Datapages, Inc.Print this page

Upper-Slope to Shelf-Edge Delta Architecture of the Miocene Cruse Formation Orinoco Shelf-Margin, Trinidad


Trinidad is an uplifted segment of the Orinoco Neogene shelf. The Atlantic-facing shelf-margin sediment prism has an internal clinoform architecture, with both sandy marine topsets and muddy deepwater slope deposits with turbidite channels and collapsed shelf blocks. The shelf prism is several km thick and >200km wide, built from late Miocene to present. The shelf-margin had an irregularly rising trajectory with very thick topset aggradation and rapid progradation of the fronting deepwater slope. High sediment supply (18–33km/My progradation rate) and exceptionally high shelf-subsidence rates (up to 600m/My) led to prominent sand bypass from shelf into deepwater areas.
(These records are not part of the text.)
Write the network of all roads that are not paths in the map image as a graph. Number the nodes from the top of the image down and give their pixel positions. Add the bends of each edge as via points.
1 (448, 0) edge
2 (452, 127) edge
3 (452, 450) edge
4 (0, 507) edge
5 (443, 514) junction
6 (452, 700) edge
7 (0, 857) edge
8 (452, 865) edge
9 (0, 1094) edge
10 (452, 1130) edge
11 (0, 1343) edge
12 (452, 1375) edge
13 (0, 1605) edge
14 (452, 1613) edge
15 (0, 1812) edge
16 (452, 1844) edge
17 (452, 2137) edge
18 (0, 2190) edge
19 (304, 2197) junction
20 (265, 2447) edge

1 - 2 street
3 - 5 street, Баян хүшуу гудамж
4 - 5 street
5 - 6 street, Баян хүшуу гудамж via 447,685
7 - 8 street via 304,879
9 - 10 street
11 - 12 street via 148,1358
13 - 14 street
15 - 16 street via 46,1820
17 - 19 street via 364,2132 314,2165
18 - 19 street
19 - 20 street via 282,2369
Trinidad outcrops expose the proximal half of this sediment prism including Miocene deepwater strata. Cruse Fm. outcrops expose 10s of km in a downdip (shelf to basin) direction from west to east along southern Trinidad. This outcrop distribution allows the shelf-break position to be identified, separating a western shelf and shelf-edge delta segment from an eastern highly deformed segment with very large (house size) blocks of shallow-water facies that are disoriented and embedded in deformed mudstones. Below the shelf break, the facies are mainly very fine sandstone shelf-edge collapse blocks, as well as turbidite-filled slope channels and slope mudstones. Most of the sandstone blocks and associated chaotic beds contain highly deformed parallel-laminated and hummocky cross strata. Landward of the shelf-edge area, the facies are mainly stacked parasequences of undeformed, upward-coarsening shelf-edge delta deposits (3–15m thick), in places sharply truncating (toplap) the slope mudstones and mass transport deposits. The great thickness and downcutting of most of the topset channels and the repeated transits of the 30–40m thick delta cycles may indicate forced regressive deltas that were driven across the shelf by falling relative sea level at this time. The facies architectures, both vertically and laterally (from distal to proximal) provide two hypotheses for the Cruse Fm. clinoform sets morphology as well as facies patterns: (1) a simple rising trajectory with upward-growing clinoforms, or (2) a rising and then flat (forced regressive) trajectory combination. The Cruse Fm. clinoform sets record not only the position of the growing shelf edge, but also provide a quantitative indicator that up to two-thirds of the total sediment flux budget was by-passing the shelf edge into deepwater areas.